DBD::Oracle and collections and a surprising speed up with InstantClient 11.2

Recently at $work I've been battling with some Perl code which retrieves data from Oracle via DBD::Oracle and a package function which returns a reference cursor. As I've mentioned before in this blog, the user has no select privilege on the database but can call package procedures/functions which return reference cursors and hence data from the database.

The query we have a problem with attempts to return multiple rows but one column is actually a list of primary keys from another table:

table1
table1_id (primary key)
table1_name

table2
table2_id (primary key)
table2_name

table3
table3_id
table1_id (foreign key on table1)
table2_id (foreign key on table2)

and table3 has many rows with table1_id the same but different table2_id values. What we want in the result from querying table3 is something like this:

table1_id, table1_name,list_of_table2_ids_having_table1_id_from_table3

Ultimately, the result-set is turned into JSON and the format should be:

[table1_id, table1_name, [table2_id, table2_id, table2_id]]
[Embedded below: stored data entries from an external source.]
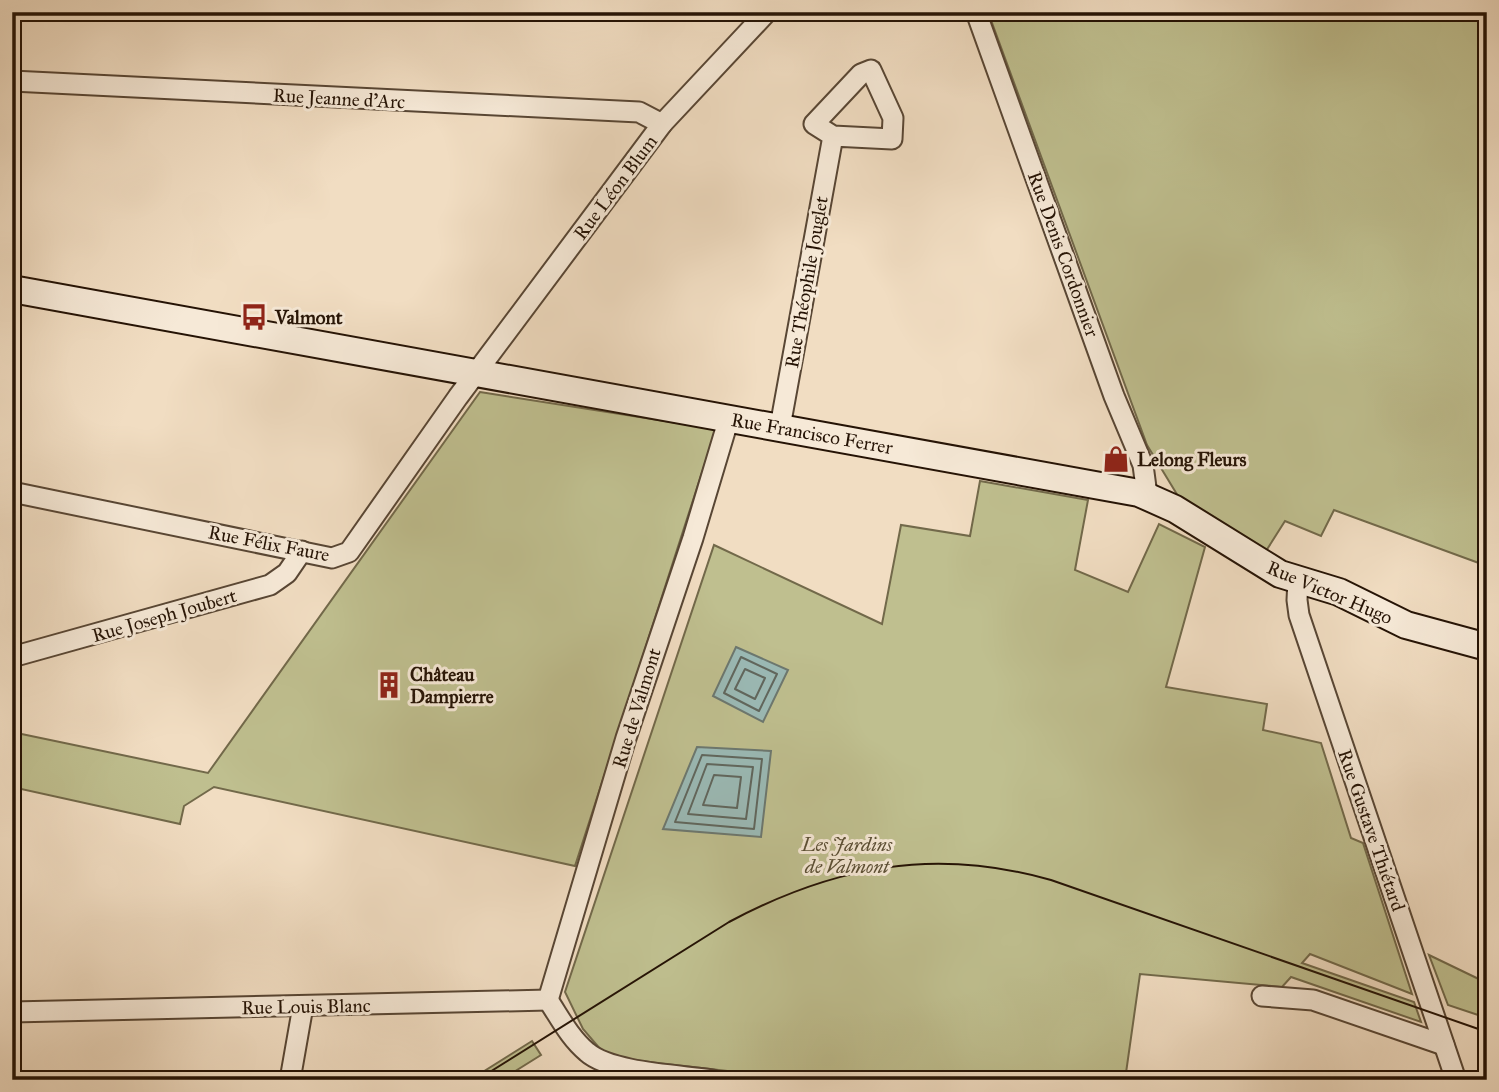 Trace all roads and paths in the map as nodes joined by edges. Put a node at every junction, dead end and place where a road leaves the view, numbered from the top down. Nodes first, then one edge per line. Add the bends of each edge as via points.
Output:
1 (767, 12) edge
2 (976, 12) edge
3 (12, 81) edge
4 (662, 124) junction
5 (833, 136) dead end
6 (12, 289) edge
7 (477, 372) junction
8 (729, 418) junction
9 (780, 427) junction
10 (12, 492) edge
11 (1147, 495) junction
12 (302, 551) junction
13 (1298, 580) junction
14 (1487, 647) edge
15 (12, 657) edge
16 (1262, 996) dead end
17 (548, 1000) junction
18 (303, 1006) junction
19 (12, 1012) edge
20 (1444, 1045) junction
21 (290, 1080) edge
22 (713, 1080) edge
23 (1456, 1080) edge

1 - 4 street, Rue Léon Blum
2 - 11 street, Rue Denis Cordonnier via 1143,465
3 - 4 street, Rue Jeanne d'Arc via 639,113
4 - 7 street, Rue Léon Blum
5 - 9 street, Rue Théophile Jouglet
6 - 7 street, Rue Francisco Ferrer
7 - 8 street, Rue Francisco Ferrer
7 - 12 street, Rue Félix Faure via 354,547 337,557
8 - 9 street, Rue Francisco Ferrer
8 - 17 street, Rue de Valmont
9 - 11 street, Rue Francisco Ferrer
10 - 12 street, Rue Félix Faure
11 - 13 street, Rue Victor Hugo via 1271,569
12 - 15 street, Rue Joseph Joubert via 287,573 270,585
13 - 14 street, Rue Victor Hugo via 1339,592 1406,625
13 - 20 street, Rue Gustave Thiétard via 1300,615
16 - 20 street via 1313,1000
17 - 18 street, Rue Louis Blanc
17 - 22 street via 592,1057 609,1064
18 - 19 street, Rue Louis Blanc
18 - 21 street
20 - 23 street, Rue Gustave Thiétard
The first rather niave attempt created a function which when passed a table1_id returned a comma seperated string of concatenated table2_ids. However, it suffers from 2 problems:

  1. this function in the SQL stops Oracle optimizing it
  2. we have to split the column on the comma to get an array of table2_ids.
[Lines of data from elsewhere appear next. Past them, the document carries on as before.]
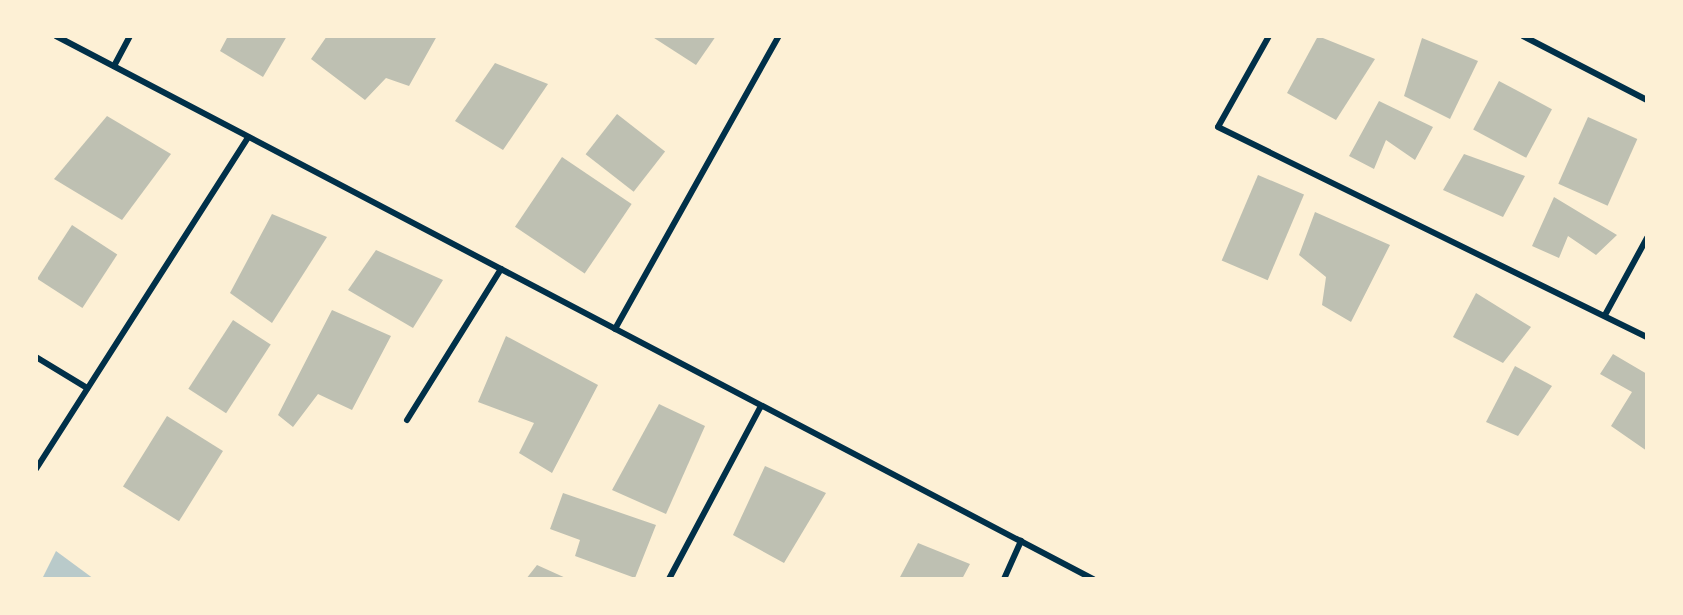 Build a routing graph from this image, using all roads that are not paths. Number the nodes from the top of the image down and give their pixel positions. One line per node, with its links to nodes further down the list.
1 (56, 36): 6 (street)
2 (130, 36): 6 (street)
3 (778, 36): 12 (street)
4 (1269, 36): 11 (street)
5 (1523, 36): 7 (street)
6 (114, 66): 8 (street)
7 (1647, 100)
8 (248, 137): 10 (street); 15 (street)
9 (1647, 238): 11 (street)
10 (501, 269): 12 (street); 17 (street)
11 (1605, 315): 13 (street)
12 (615, 329): 16 (street)
13 (1647, 337)
14 (36, 357): 15 (street)
15 (87, 388): 18 (street)
16 (761, 406): 19 (street); 20 (street)
17 (407, 420)
18 (36, 470)
19 (1021, 541): 21 (street); 22 (street)
20 (669, 579)
21 (1004, 579)
22 (1093, 579)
This solution kept popping up in the top SQL by cpu.

The second attempt was using function again but with a "SYS_CONNECT_BY_PATH" and a "DENSE_RANK" but this was also slow.

The third solution was using "WM_CONCAT" which was blindingly fast and we were happy. Something like:

SELECT
table1_id,
table1_name,
WM_CONCAT(table2_id) AS table2s
FROM (
SELECT DISTINCT
table1.table1_id,
table1.name),
table3.table2_id
FROM
table1
JOIN table3 ON table3.table1_id = table1.table1_id
JOIN table2 ON table2.table2_id = table3.table2_id AND
ORDER BY
table1.table1_id,
table3.table2_id
)
GROUP BY
table1_id,
table1_name
ORDER BY 1;

All was well (other than having to split the returned string in Perl) until the number of table2_ids for each table1_id in table3 increased beyond 4K of data and then we realised all the solutions were wrong. Although 32K would have held all possible table2_ids 4K would not and although our first solution used a varchar2(32K) in pl/sql as a reference cursor when it was returned in the result-set it had a maximum size of 4K as a varchar2 column :-(

So we turned to collections in Oracle and the SQL became:

SELECT
table1.table1_id,
table1.table1_name,
CAST(COLLECT(table2_id) AS int_array_t) AS table2s
FROM
(
SELECT DISTINCT
table1.table1_id,
table1.table1_name,
table2.table2_id
FROM
table1
JOIN table3 ON table3.table1_id = table1.table1_id
JOIN table2 ON table2.table2_id = table3.table2_id AND
ORDER BY
1,
3
)
GROUP BY
table1_id,
table1_name
ORDER BY
1;

The extra benefit of using an Oracle collection is that the list of table2_ids is returned as a Perl array reference so no more splitting in Perl when converting to JSON - it is just right. Also, we no longer care about any 4K limit as the collection bypasses that. It looked like a big win until we tested it and it was very slow at retrieving the result-set (4s for 4000 rows). Looking into this it appears collections are like lobs in that it requires DBD::Oracle to do a round trip for each collection to retrieve it and so prefetch_rows is disabled. This might have explained it except the same Perl on a different machine took only 0.6s. After much fiddling about to rule out differences it turns out the slow machine was using InstantClient 11.1 and the fast machine was using InstantClient 11.2 and after upgrading the slow machine to 11.2 it was a lot quicker. I've not identified the change in InstantClient 11.2 which is responsible but I've tested this on a few machines and it is a lot quicker with InstantClient 11.2.